Tuesday, September 14, 2004

Furthur trouble

While all the real estate agents are worried if a building is “pre-war” or “post-war”, war still rages in my building. Most of the denizens are meek college girls who seem embarrassed not to live in the dorms, and who flatten themselves against the wall, eyes wide, fingers spread, when I say “Excuse me”. There is a whole floor which always smells like pot. I’m not sure if they all smoke, or if one guy just smokes a lot. There is never any sound on that floor. You’d think you’d hear Phish or somebody eating chips. Elsewhere, there are a few struggling actors and models. One girl told me she was a “supermodel”, although on closer questioning she turned out to be a “superwaitress”.

We all lived in harmony and ignorance of one another until somebody parked a bus out front.

The bus has been there for months. It is not a new bus, but it is very large, from back when to manufacture a bus meant something, and a man could be proud of a day’s toil controlling one through city streets. Apparently this relic is now an adjunct to someone’s apartment. It’s a pretty clever idea, in my opinion. If your apartment is too small, augment it with a nearby bus. True, the spaces are noncontiguous, but it’s rent-free Manhattan real estate, as long as you obey the holy writ of alternate side parking, which these savvy bus-dwellers apparently do.

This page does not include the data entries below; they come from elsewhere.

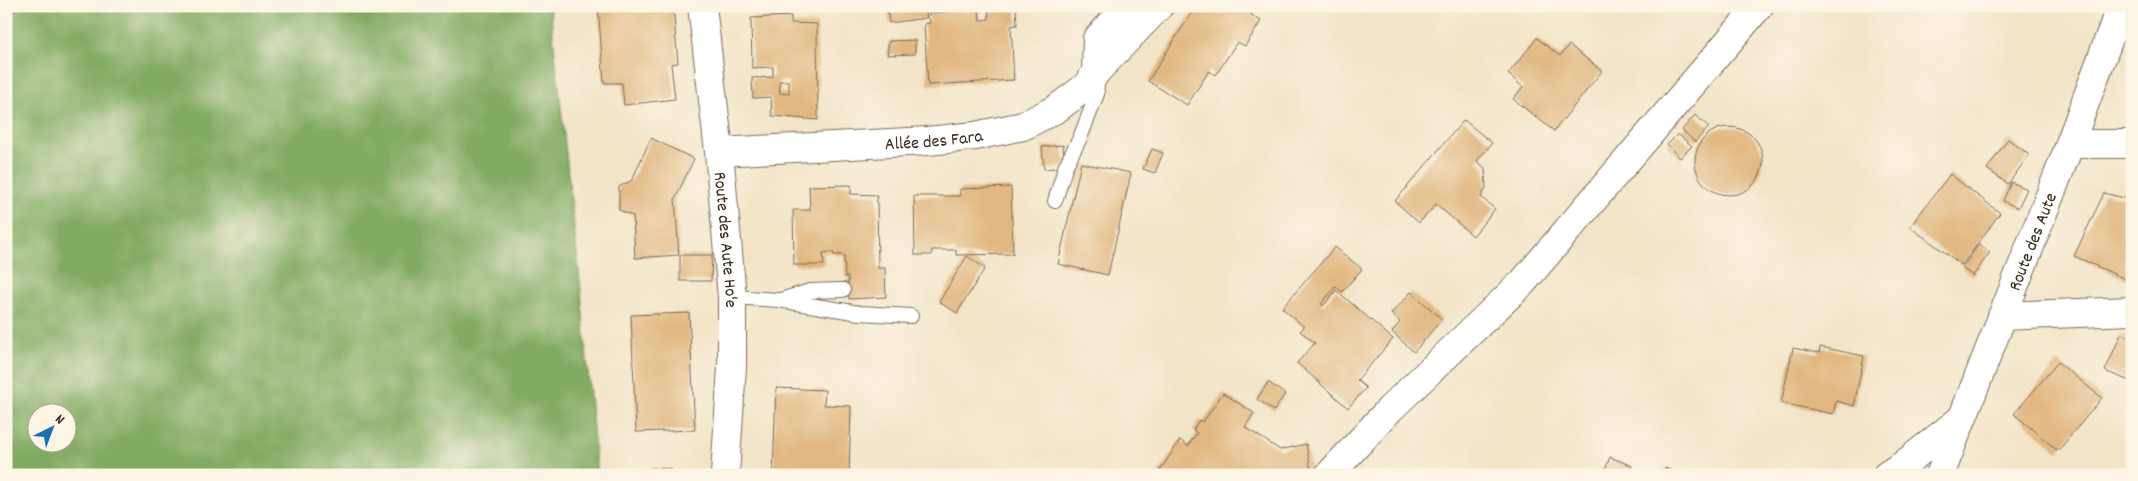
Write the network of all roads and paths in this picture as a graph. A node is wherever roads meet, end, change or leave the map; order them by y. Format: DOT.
graph roads {
  1 [pos="702,6"];
  2 [pos="1128,6"];
  3 [pos="1159,6"];
  4 [pos="1759,6"];
  5 [pos="2121,6"];
  6 [pos="1096,72"];
  7 [pos="2070,144"];
  8 [pos="2132,144"];
  9 [pos="719,152"];
  10 [pos="1055,201"];
  11 [pos="843,290"];
  12 [pos="732,297"];
  13 [pos="778,300"];
  14 [pos="2132,311"];
  15 [pos="911,316"];
  16 [pos="2002,316"];
  17 [pos="1961,419"];
  18 [pos="725,475"];
  19 [pos="1329,475"];
  20 [pos="1887,475"];
  21 [pos="1940,475"];
  1 -- 9 [label="street, Route des Aute Ho'e"];
  2 -- 6 [label="street"];
  3 -- 6 [label="street, Allée des Fara"];
  4 -- 19 [label="street"];
  5 -- 7 [label="street, Route des Aute"];
  6 -- 9 [label="street, Allée des Fara"];
  6 -- 10 [label="lane"];
  7 -- 8 [label="street"];
  7 -- 16 [label="street, Route des Aute"];
  9 -- 12 [label="street, Route des Aute Ho'e"];
  11 -- 13 [label="lane"];
  12 -- 13 [label="lane"];
  12 -- 18 [label="street, Route des Aute Ho'e"];
  13 -- 15 [label="lane"];
  14 -- 16 [label="street"];
  16 -- 17 [label="street, Route des Aute"];
  17 -- 20 [label="street"];
  17 -- 21 [label="street, Route des Aute"];
}
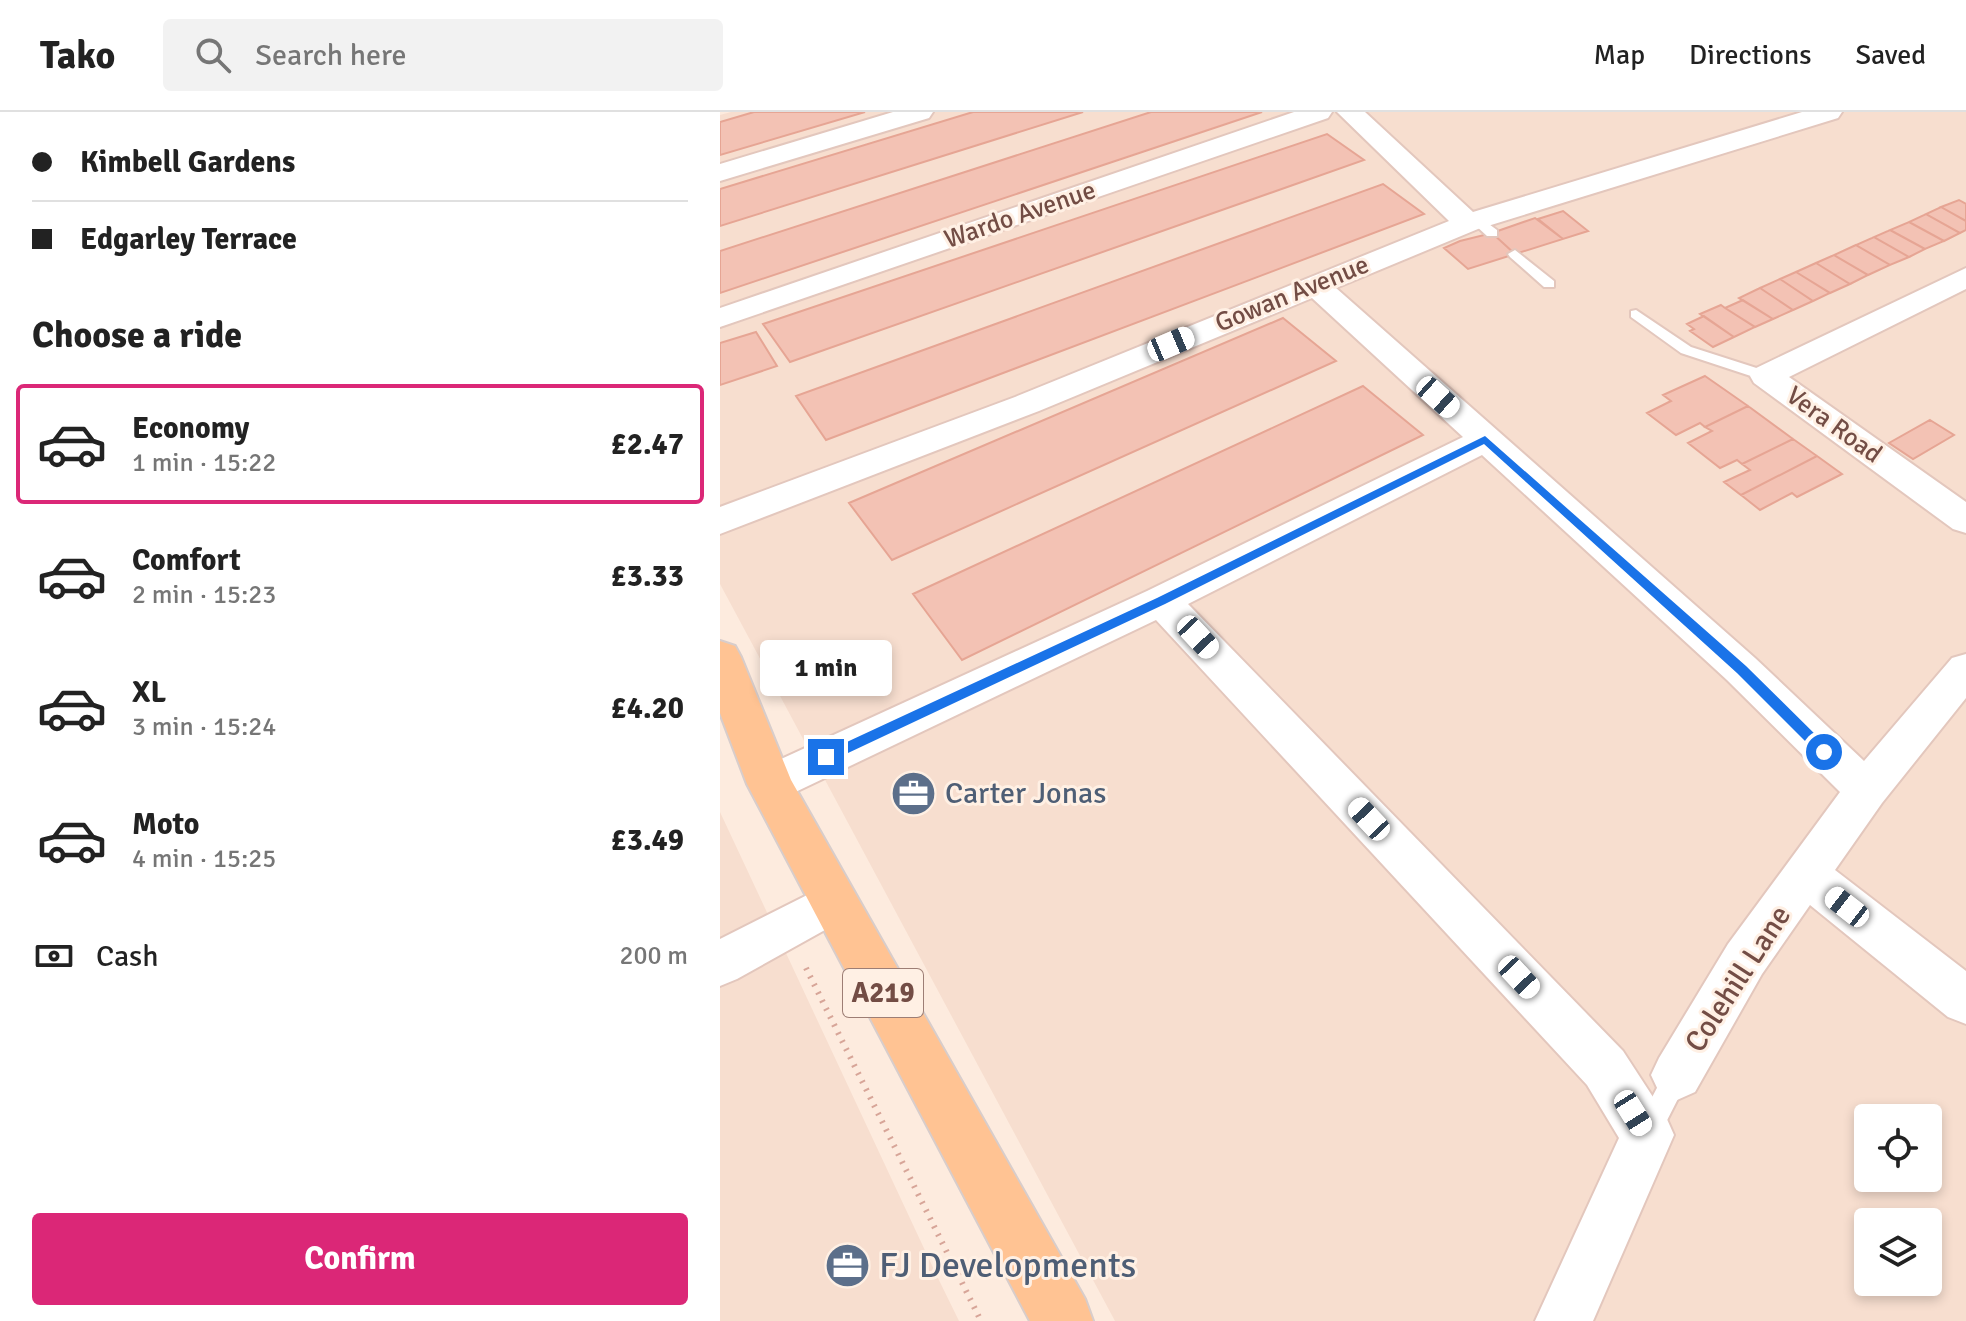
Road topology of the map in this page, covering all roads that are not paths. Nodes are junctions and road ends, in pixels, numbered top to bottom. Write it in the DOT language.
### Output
graph roads {
  1 [pos="920,112"];
  2 [pos="1319,112"];
  3 [pos="1350,112"];
  4 [pos="1829,112"];
  5 [pos="720,173"];
  6 [pos="1479,226"];
  7 [pos="1515,254"];
  8 [pos="1966,277"];
  9 [pos="1549,284"];
  10 [pos="1315,285"];
  11 [pos="1636,314"];
  12 [pos="720,318"];
  13 [pos="1766,376"];
  14 [pos="1485,440"];
  15 [pos="1966,520"];
  16 [pos="720,521"];
  17 [pos="1161,601"];
  18 [pos="720,657"];
  19 [pos="1959,692"];
  20 [pos="770,784"];
  21 [pos="1866,790"];
  22 [pos="1806,874"];
  23 [pos="833,902"];
  24 [pos="720,964"];
  25 [pos="1966,1001"];
  26 [pos="1677,1075"];
  27 [pos="1647,1135"];
  28 [pos="1063,1321"];
  29 [pos="1564,1321"];
  1 -- 5 [label="street"];
  2 -- 12 [label="street, Wardo Avenue"];
  3 -- 6 [label="street"];
  4 -- 6 [label="street, Gowan Avenue"];
  6 -- 10 [label="street, Gowan Avenue"];
  7 -- 9 [label="lane"];
  8 -- 13 [label="street, Vera Road"];
  10 -- 14 [label="street"];
  10 -- 16 [label="street, Gowan Avenue"];
  11 -- 13 [label="lane"];
  13 -- 15 [label="street, Vera Road"];
  14 -- 17 [label="street"];
  14 -- 21 [label="street"];
  17 -- 20 [label="street"];
  17 -- 27 [label="street"];
  18 -- 20 [label="main road, A219"];
  19 -- 21 [label="street, Colehill Lane"];
  20 -- 23 [label="main road, A219"];
  21 -- 22 [label="street, Colehill Lane"];
  22 -- 25 [label="street"];
  22 -- 26 [label="street, Colehill Lane"];
  23 -- 24 [label="street"];
  23 -- 28 [label="main road, A219"];
  26 -- 27 [label="lane, Colehill Lane"];
  27 -- 29 [label="street, Colehill Lane"];
}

But this otherwise wholesome bus has caused a rift among the normally conflict-averse population of our squalor. The anti-bus coalition feels that a permanently parked bus is, at best, gauche. They also believe that they play their bus music too loud. However, the pro-bus faction is allowed to hang out on the bus. I myself was ignorant of this war until, coming home from whiskey-shopping, I found a crowd outside the building. The crowd was confronting the proprietor of the bus, who stood in its doorway.

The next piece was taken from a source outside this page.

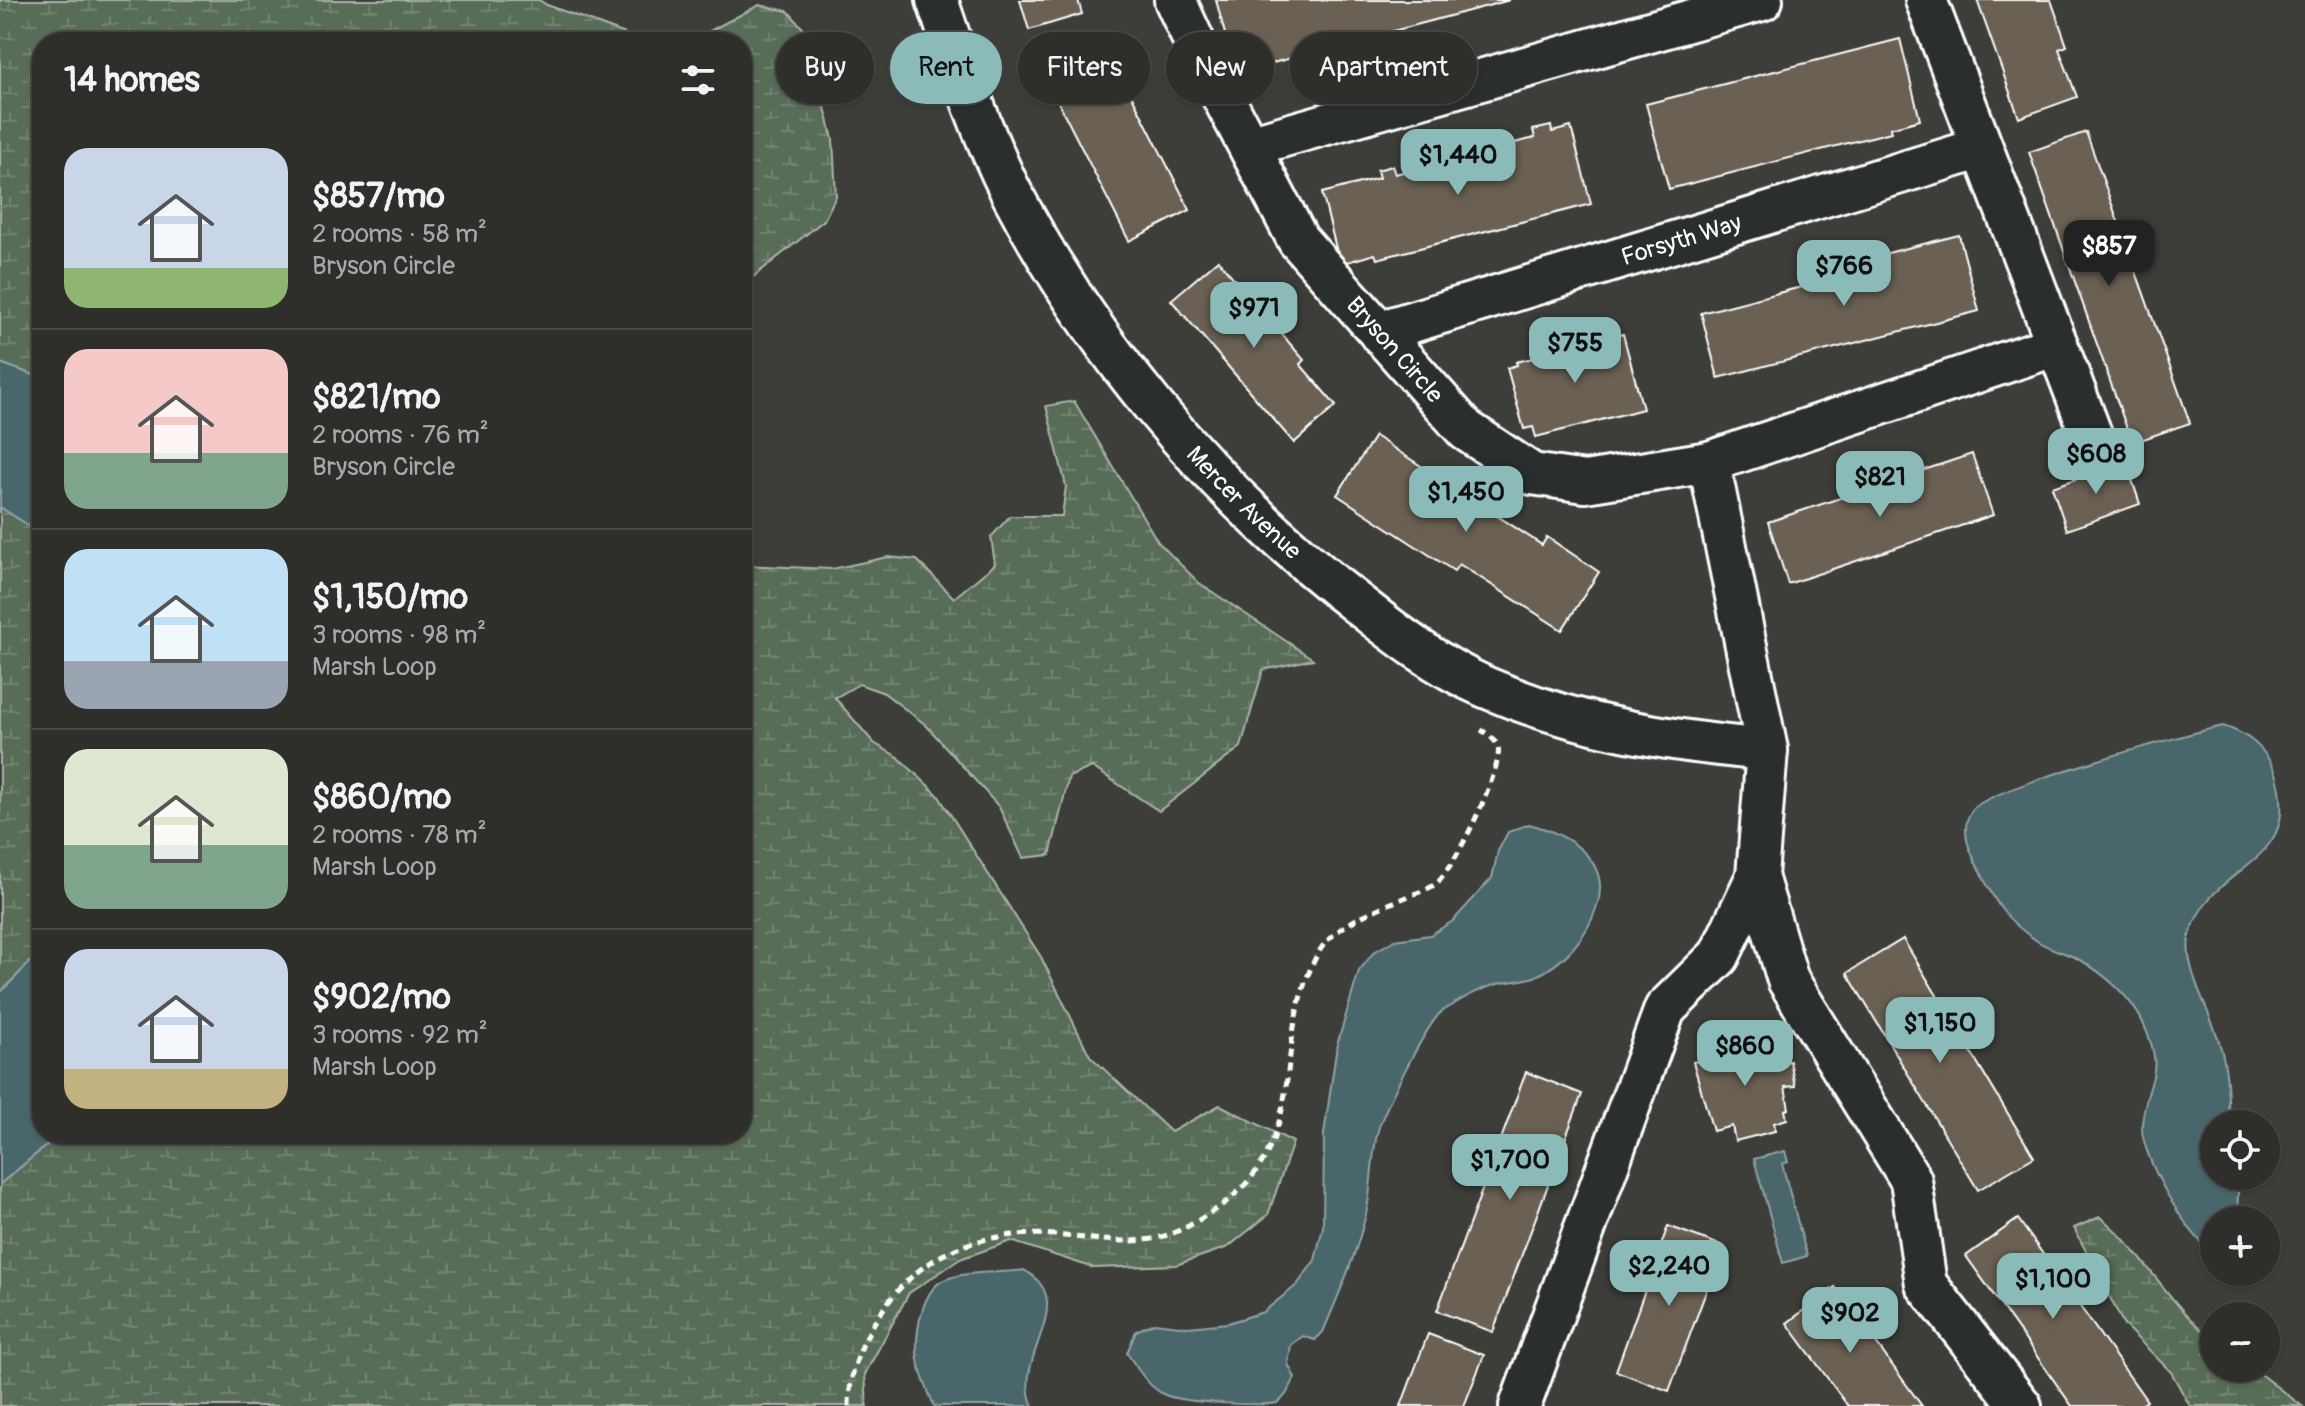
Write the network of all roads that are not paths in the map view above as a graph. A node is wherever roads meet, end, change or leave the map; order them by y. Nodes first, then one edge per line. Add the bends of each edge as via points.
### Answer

“Why don’t you take a road trip?” someone suggested to her.

“We’re out of gas,” she said.

“It’s a bus,” someone said, “it is meant to be driven. It doesn’t want to just sit here.”

“It’s retired,” she said,.

“Get your bus out of here,” someone else clarified.

“No,” she said, stepped back, and pulled the lever to close the door.

The crowd stood around murmuring as I tried to get by to return to my room and arrange bottles on the shelf. “It’s a crime,” someone said to me.

“What is?”

“This….” Words failed him. “This bus.”

“Is it a stolen bus?”

“Not that we know of.”

“Well,” I said, “what is the crime?”

“This is New York,” someone said, “there has to be a traffic violation in here somewhere.”

“What’s the big deal?” I asked them. There was a quiet moment.

“The street isn’t for bus parking,” someone said. “What if everyone parked their bus in front of our building?”

“This bus has taken the spot, saving us from that problem,” I pointed out.

“It’s ugly colors,” someone else said.

“So is his shirt,” I said, pointing to a member of the crowd.

“We’re building people. We’re not bus people.”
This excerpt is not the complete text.